23. Au cours de la procédure, la défense contesta la version des faits présentée par les gardiens. Elle soutint qu’aucun document n’avait été trouvé sur l’intéressée. Elle indiqua que, selon elle, un document avait bien été trouvé sur une visiteuse lors de la fouille effectuée au moment de l’admission et que cette personne avait néanmoins été autorisée à effectuer la visite au motif qu’il s’agissait d’un jour de fête. Les gardiens avaient omis de l’arrêter au moment de la sortie en raison d’un nombre important de visiteurs ce jour-là. Ayant compris que la personne avait échappé à leur vigilance, ces derniers avaient décidé d’arrêter la requérante à la place de celle-ci, car ils savaient qu’elle avait déjà été accusée de faits similaires. Par ailleurs, la défense fit valoir que dans la déposition faite lors de l’audition, la requérante avait dit que l’objet délictueux avait été trouvé dans son soutien-gorge alors que le procès-verbal d’incident indiquait que celui-ci avait été trouvé dans la couture de sa robe.
24. Le 12 mai 2002, deux gardiennes de la prison furent entendues sur commission rogatoire. La première, C.A., indiqua qu’elle avait personnellement trouvé le document litigieux dans la couture de la robe de la requérante au moment de la fouille. La seconde, F.A., confirma cette version et indiqua qu’elle avait été immédiatement appelée par sa collègue après la découverte.

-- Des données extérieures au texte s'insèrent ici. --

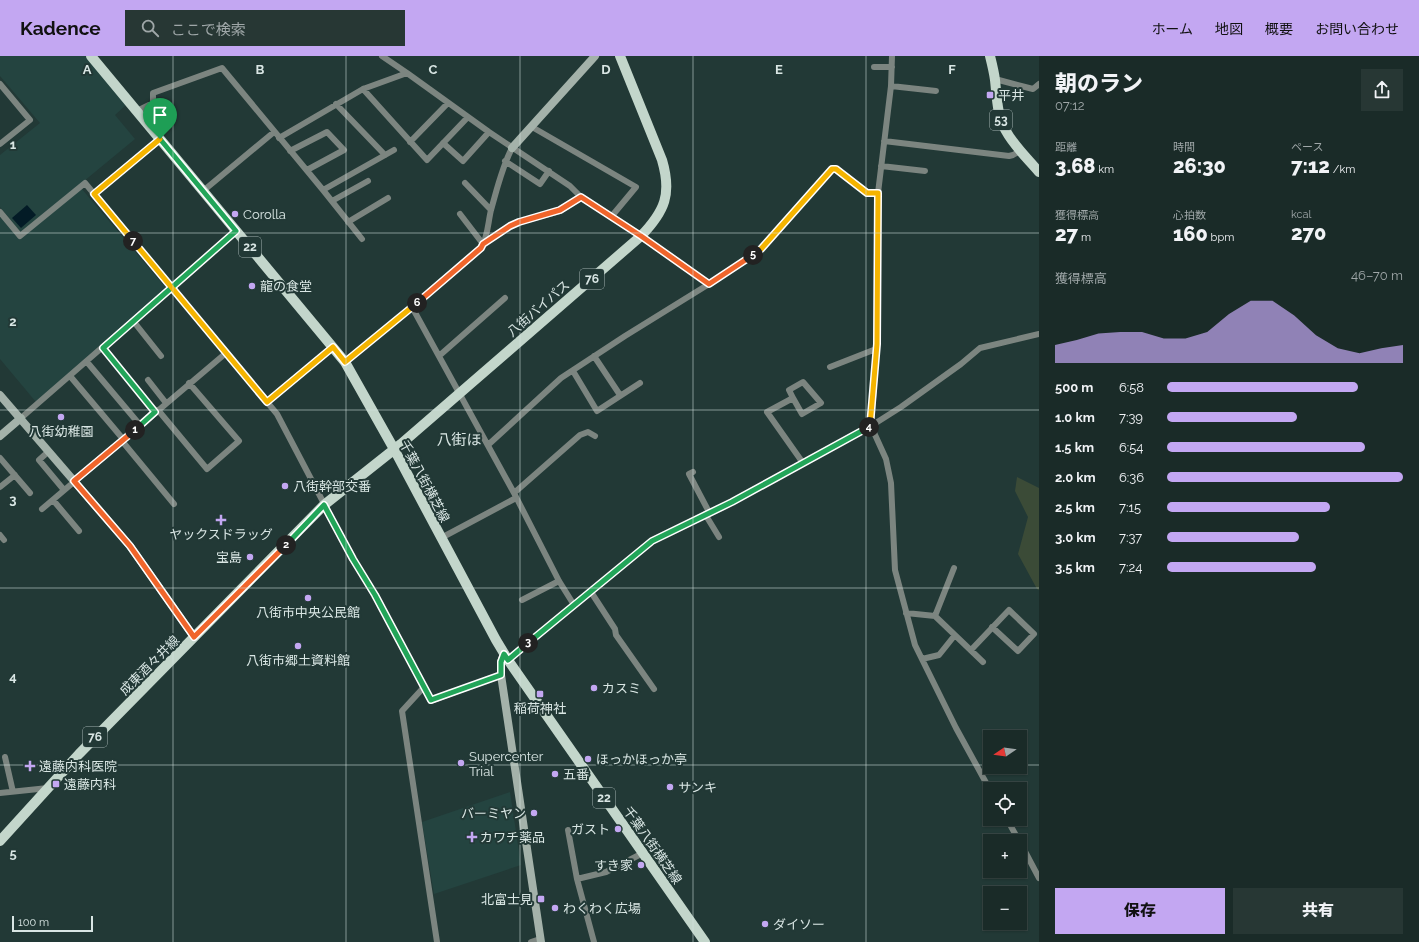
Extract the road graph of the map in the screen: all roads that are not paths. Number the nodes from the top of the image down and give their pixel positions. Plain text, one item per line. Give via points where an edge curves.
1 (91, 56) edge
2 (382, 56) edge
3 (595, 56) edge
4 (620, 56) edge
5 (892, 56) edge
6 (990, 56) edge
7 (874, 67) dead end
8 (892, 67) junction
9 (408, 73) junction
10 (995, 79) junction
11 (0, 84) edge
12 (1039, 84) edge
13 (891, 86) junction
14 (363, 89) junction
15 (936, 91) dead end
16 (448, 103) junction
17 (336, 104) junction
18 (137, 111) junction
19 (468, 117) junction
20 (532, 127) junction
21 (274, 132) junction
22 (489, 132) junction
23 (279, 138) junction
24 (160, 139) junction
25 (884, 141) junction
26 (410, 142) junction
27 (0, 143) edge
28 (443, 143) junction
29 (512, 148) junction
30 (394, 150) dead end
31 (290, 151) junction
32 (1020, 151) junction
33 (385, 155) junction
34 (505, 161) junction
35 (881, 166) junction
36 (306, 170) junction
37 (549, 171) junction
38 (925, 171) dead end
39 (1039, 172) edge
40 (368, 181) dead end
41 (465, 183) dead end
42 (323, 190) junction
43 (203, 191) junction
44 (878, 193) junction
45 (94, 194) junction
46 (581, 197) junction
47 (388, 198) dead end
48 (332, 201) junction
49 (491, 210) junction
50 (1, 213) edge
51 (460, 214) dead end
52 (611, 217) junction
53 (348, 222) junction
54 (236, 231) junction
55 (641, 236) junction
56 (362, 239) dead end
57 (483, 244) junction
58 (709, 284) junction
59 (171, 287) junction
60 (505, 298) dead end
61 (412, 307) junction
62 (134, 322) junction
63 (1039, 334) edge
64 (333, 347) junction
65 (103, 348) junction
66 (876, 349) junction
67 (226, 352) junction
68 (161, 356) dead end
69 (439, 356) junction
70 (594, 356) junction
71 (87, 362) junction
72 (345, 362) junction
73 (830, 368) dead end
74 (573, 371) junction
75 (70, 376) junction
76 (148, 380) dead end
77 (640, 382) dead end
78 (189, 383) junction
79 (459, 394) junction
80 (0, 395) edge
81 (620, 396) junction
82 (793, 398) junction
83 (267, 402) junction
84 (166, 403) junction
85 (157, 411) junction
86 (21, 418) junction
87 (140, 425) junction
88 (870, 426) junction
89 (0, 436) edge
90 (595, 436) dead end
91 (123, 440) junction
92 (488, 445) junction
93 (394, 449) junction
94 (49, 451) junction
95 (0, 458) edge
96 (803, 463) junction
97 (693, 472) dead end
98 (14, 475) junction
99 (74, 481) junction
100 (0, 487) edge
101 (64, 490) junction
102 (30, 492) dead end
103 (515, 495) junction
104 (53, 500) junction
105 (174, 504) dead end
106 (324, 505) junction
107 (42, 509) dead end
108 (707, 513) junction
109 (79, 531) dead end
110 (719, 537) dead end
111 (441, 538) junction
112 (954, 568) dead end
113 (559, 581) junction
114 (591, 592) junction
115 (522, 600) dead end
116 (574, 605) junction
117 (906, 613) junction
118 (935, 616) junction
119 (992, 627) junction
120 (955, 635) junction
121 (194, 637) junction
122 (971, 650) junction
123 (506, 657) junction
124 (922, 659) junction
125 (983, 662) dead end
126 (501, 675) junction
127 (424, 687) junction
128 (654, 689) dead end
129 (5, 757) dead end
130 (986, 782) edge
131 (48, 788) junction
132 (13, 792) junction
133 (0, 793) edge
134 (568, 830) dead end
135 (0, 841) edge
136 (643, 853) junction
137 (1027, 855) edge
138 (1039, 878) edge
139 (578, 879) junction
140 (541, 940) edge
141 (438, 942) edge
142 (531, 942) edge
143 (594, 942) edge
144 (704, 942) edge

1 - 18 main road, 千葉八街横芝線 / 22
2 - 9 street
3 - 20 street
4 - 55 main road, 八街バイパス / 76 via 666,174 662,209 656,221
5 - 8 street
6 - 10 main road, 53
7 - 8 street
8 - 13 street
9 - 14 street
9 - 16 street
10 - 12 street via 1033,89
10 - 32 main road, 53 via 1000,118 1006,132
11 - 27 street via 30,120
13 - 15 street
13 - 25 street
14 - 17 street
14 - 26 street
16 - 19 street
16 - 26 street
17 - 23 street
17 - 33 street
18 - 21 street via 153,103 153,93 222,68
18 - 24 main road, 千葉八街横芝線 / 22
19 - 22 street
19 - 28 street
20 - 29 street
20 - 52 street via 636,187
21 - 23 street
21 - 43 street
22 - 28 street via 463,161
22 - 29 street
23 - 31 street
24 - 43 main road, 千葉八街横芝線 / 22
24 - 45 street
25 - 32 street via 1009,156
25 - 35 street
26 - 28 street via 427,160
29 - 34 street
29 - 37 street
30 - 33 street
31 - 36 street
31 - 36 street via 327,132 344,150
32 - 39 main road, 53
33 - 42 street
34 - 37 street via 540,184
34 - 49 street
35 - 38 street
35 - 44 street
36 - 42 street
37 - 46 street
40 - 48 street
41 - 49 street
42 - 48 street
43 - 54 main road, 千葉八街横芝線 / 22
44 - 58 street via 867,193 836,169 832,169 761,249
44 - 66 street
45 - 50 street via 85,183 20,236
45 - 59 street
46 - 52 street
46 - 57 street via 560,210 510,226
47 - 53 street
48 - 53 street
49 - 57 street
51 - 57 street
52 - 55 street
53 - 56 street
54 - 59 street
54 - 64 main road, 千葉八街横芝線 / 22
55 - 58 street
55 - 79 main road, 八街バイパス / 76
57 - 61 street
58 - 70 street
59 - 62 street
59 - 67 street
60 - 69 street
61 - 69 street
61 - 72 street
62 - 65 street
62 - 68 street
63 - 88 street via 980,348 901,407
64 - 72 main road, 千葉八街横芝線 / 22
64 - 83 street
65 - 71 street
65 - 85 street
66 - 73 street
66 - 88 street
67 - 78 street
67 - 83 street
69 - 79 street
70 - 74 street
70 - 81 street
71 - 75 street
71 - 87 street
72 - 93 main road, 千葉八街横芝線 / 22
74 - 81 street via 597,411
74 - 92 street via 561,378
75 - 86 street
75 - 91 street
76 - 84 street
77 - 81 street
78 - 84 street
78 - 85 street via 239,441 207,469
79 - 92 street
79 - 93 main road, 八街バイパス / 76
80 - 86 street
82 - 82 street via 802,414 821,403 804,382 789,390
82 - 96 street via 767,412
83 - 106 street via 287,431
84 - 85 street
85 - 87 street
86 - 89 street
86 - 94 street
87 - 91 street
88 - 96 street
88 - 117 street via 886,460 891,483 895,570
90 - 103 street via 588,432 580,435
91 - 99 street
91 - 105 street
92 - 103 street
93 - 106 main road, 成東酒々井線 / 76
93 - 111 main road, 千葉八街横芝線 / 22
94 - 99 street
94 - 101 street via 39,460
95 - 98 street
96 - 108 street
97 - 108 street via 689,474
98 - 100 street
98 - 102 street
99 - 101 street
99 - 121 street via 130,546
101 - 104 street
103 - 111 street
103 - 113 street
104 - 107 street
104 - 109 street
106 - 121 main road, 成東酒々井線 / 76
106 - 127 street
108 - 110 street
108 - 114 street via 652,541
111 - 123 main road, 千葉八街横芝線 / 22
112 - 118 street
113 - 115 street
113 - 116 street
114 - 116 street
114 - 128 street via 615,629 616,635
116 - 123 street
117 - 118 street
117 - 124 street via 915,645
118 - 120 street
119 - 119 street via 1009,610 1034,634 1018,651
119 - 122 street
120 - 122 street
120 - 124 street via 939,655
121 - 131 main road, 成東酒々井線 / 76
122 - 125 street
123 - 126 street via 501,662
123 - 136 main road, 千葉八街横芝線 / 22
124 - 130 street
126 - 127 street via 431,700
126 - 140 street
127 - 141 street via 402,711
129 - 132 street
131 - 132 street
131 - 135 main road, 成東酒々井線 / 76
132 - 133 street
134 - 139 street
136 - 139 street via 606,872
136 - 144 main road, 千葉八街横芝線 / 22
137 - 138 street
139 - 143 street
140 - 142 street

25. Plusieurs témoins de la défense furent également entendus. Deux femmes qui étaient en visite à la prison le jour de l’incident affirmèrent ne pas savoir si la requérante avait fait l’objet d’une fouille à l’entrée de la prison. Une autre déclara être entrée dans l’établissement en même temps que la requérante mais ne pas avoir vu sa fouille. Un frère de la requérante indiqua quant à lui qu’il s’était rendu à la prison avec elle, qu’ils s’étaient séparés lors de la fouille avant de se retrouver pour voir leur frère. Lors de leur entretien avec ce dernier, la requérante n’avait jamais évoqué un quelconque incident lors de la fouille.

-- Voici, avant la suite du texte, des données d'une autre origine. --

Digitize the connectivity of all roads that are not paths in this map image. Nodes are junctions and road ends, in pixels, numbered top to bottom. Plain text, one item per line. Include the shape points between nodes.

26. Le 29 mai 2002, la requérante fut condamnée à trois ans et neuf mois de prison pour aide et assistance à une organisation armée illégale. Dans sa motivation, la cour de sûreté observait que, dans la première affaire, la requérante avait affirmé avoir trouvé le document litigieux à un arrêt de bus, à Van, et que, dans la seconde affaire, elle avait déclaré au cours de l’instruction avoir trouvé le document dans la salle d’attente de la prison. Elle relevait que la requérante avait réitéré cette déclaration devant le juge d’instance avant d’affirmer que celle-ci concernait la première affaire et qu’aucun document n’avait été trouvé sur elle lors de la fouille du 17 décembre 2001. La juridiction répressive considérait que les allégations de la requérante comportaient de sérieuses incohérences. Elle relevait qu’en effet, si elle avait réellement pensé que son interrogatoire par les gendarmes et par le juge concernait les faits survenus le 30 avril 2001, elle aurait en toute logique dû déclarer qu’elle avait trouvé le document litigieux non pas dans la salle d’attente de la prison de Muş, mais à Van. Elle en concluait qu’il ne pouvait être prêté foi à la version des faits de la requérante ou des témoins de la défense et elle retenait la version qui avait été présentée par les deux gardiennes et qui confirmait les constatations consignées dans le procès-verbal d’incident. En conséquence, elle reconnut la requérante coupable des faits reprochés.
27. Le 7 octobre 2002, la Cour de cassation censura cet arrêt pour un motif d’ordre procédural.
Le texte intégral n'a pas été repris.